2009 Kuiper Award to Tamara J. Goldin
Tamara J. Goldin, Ph.D. graduate of the Department of Geosciences, was the recipient of the 2009 Kuiper Memorial Award. The award is presented to University of Arizona students in the field of planetary sciences who have excelled in academic work and research. The award is presented in memory of Gerard P. Kuiper, the founder of the Lunar and Planetary Laboratory and Department of Planetary Sciences. Kuiper died in 1973, shortly after the department was established.
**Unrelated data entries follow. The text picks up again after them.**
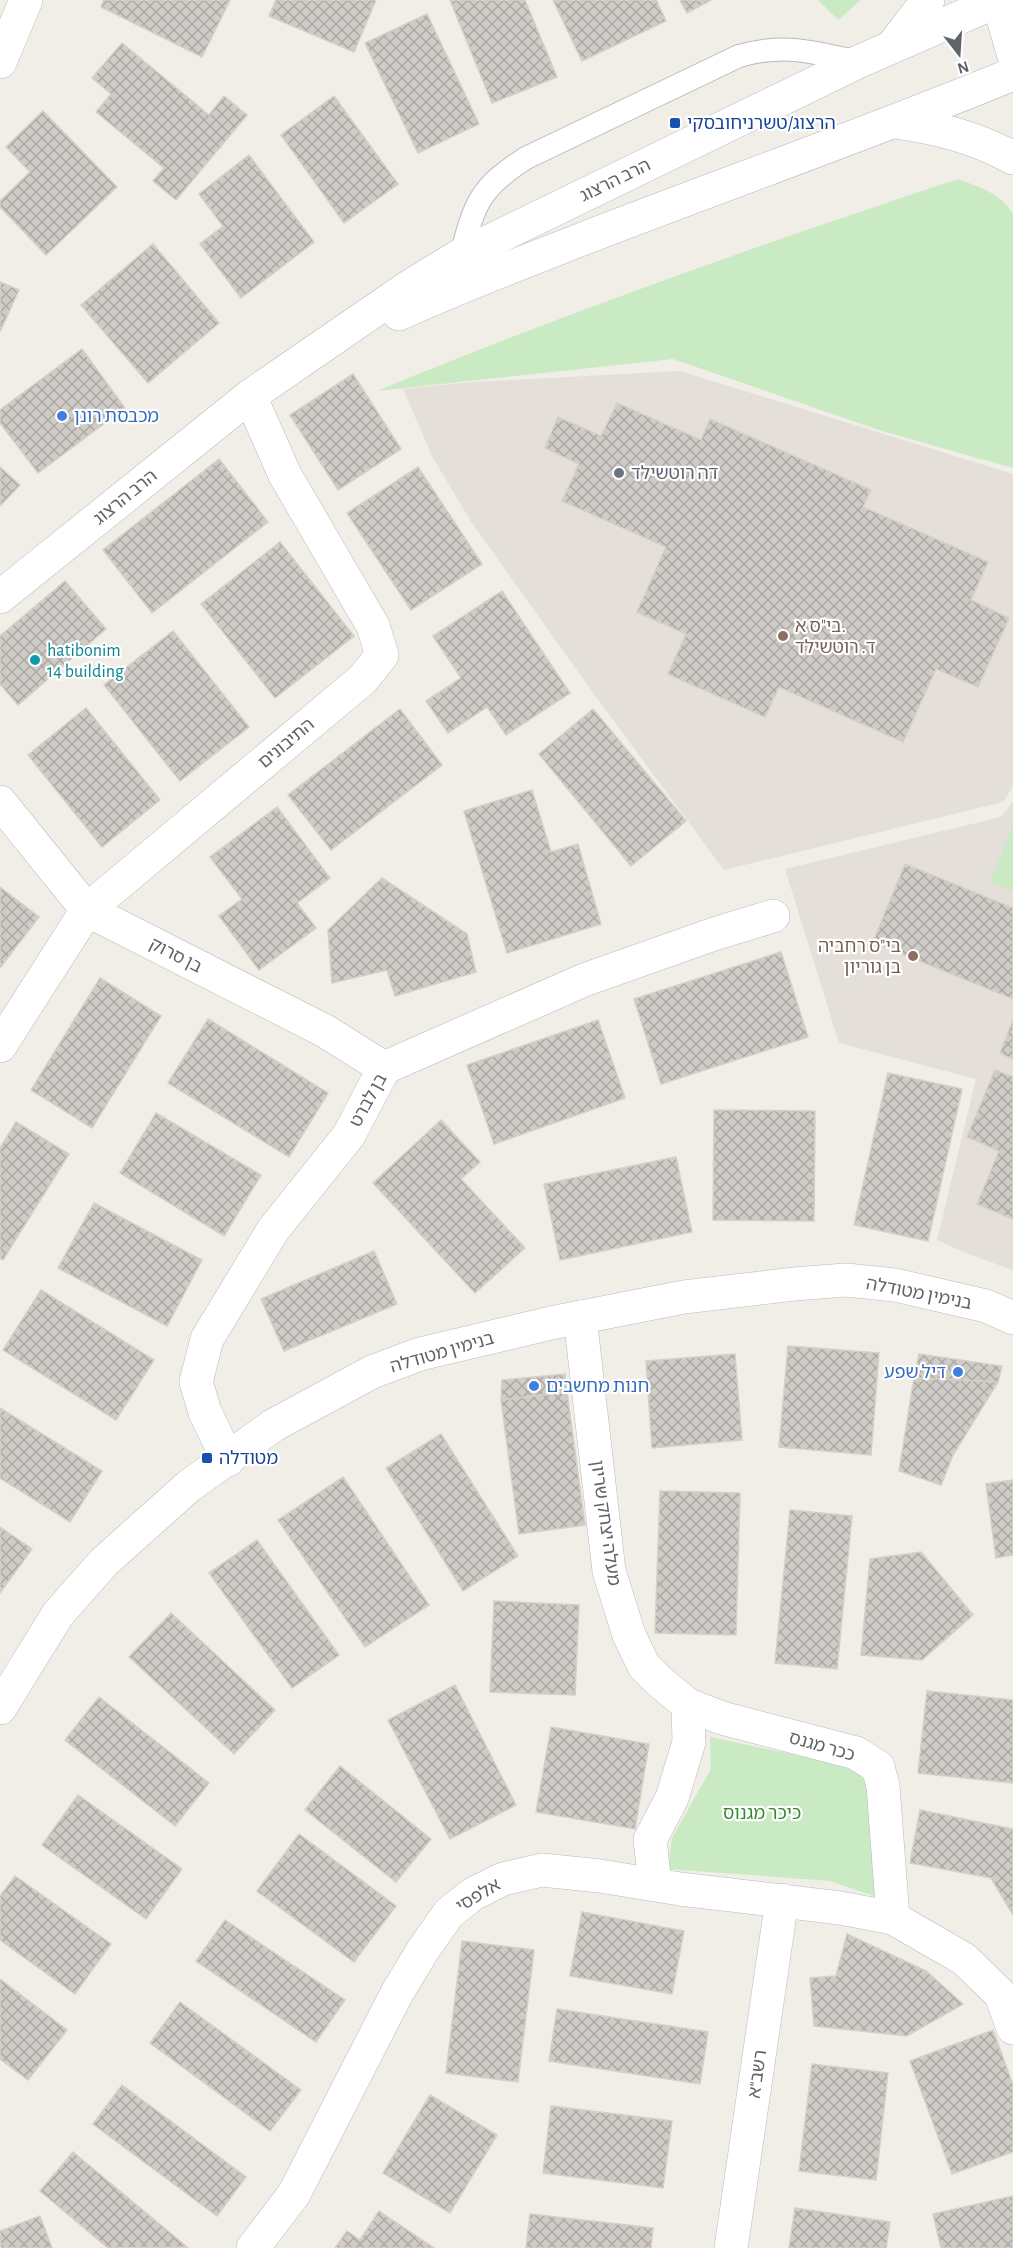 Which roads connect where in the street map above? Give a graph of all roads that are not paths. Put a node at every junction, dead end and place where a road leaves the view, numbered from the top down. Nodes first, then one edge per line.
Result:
1 (26, 0) edge
2 (928, 0) edge
3 (999, 0) edge
4 (894, 45) junction
5 (1013, 53) edge
6 (0, 62) edge
7 (858, 62) junction
8 (1013, 74) edge
9 (895, 122) junction
10 (1013, 158) edge
11 (461, 255) junction
12 (250, 396) junction
13 (0, 597) edge
14 (0, 802) edge
15 (87, 910) junction
16 (773, 916) dead end
17 (0, 1046) edge
18 (384, 1068) junction
19 (580, 1317) junction
20 (1013, 1318) edge
21 (228, 1460) junction
22 (688, 1705) junction
23 (0, 1708) edge
24 (655, 1884) junction
25 (782, 1900) junction
26 (893, 1918) junction
27 (1013, 2028) edge
28 (253, 2248) edge
29 (730, 2248) edge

Goldin enrolled in the Department of Geosciences in 2003 after earning a degree in geology at Tulane University. Shortly after arriving at the UA, she participated in the final cruise of the NSF Research Vessel Maurice Ewing in 2004, helping to acquire 3-D seismic images of the Chicxulub impact crater.
Goldin's doctoral research focused on the global effects of the 65 million-year-old Chicxulub impact, the event that extinguished the dinosaurs, among other groups of both land and marine animals. Dr. Goldin created computer models of the interaction between the Earth's atmosphere and particles ejected by the impact. These sand-size particles rained back into the atmosphere for about an hour after the impact, creating a global deposit about 3mm thick. She evaluated the energy lost by friction of the particles with the atmosphere and its transport to the Earth's surface by thermal radiation. She discovered that the thermal radiation from the late-entering particles is partially shielded by particles that had already slowed in the atmosphere, limiting the total radiation reaching the surface to a short but intense pulse lasting about 10 minutes. This heat pulse may not have been sufficient to start immediate wildfires, as suggested by previous work, but it may nevertheless have been enough to kill all large-bodied land animals.
Goldin was presented with a plaque and cash award at the LPL Awards and Recognition Ceremony held on April 9, 2009.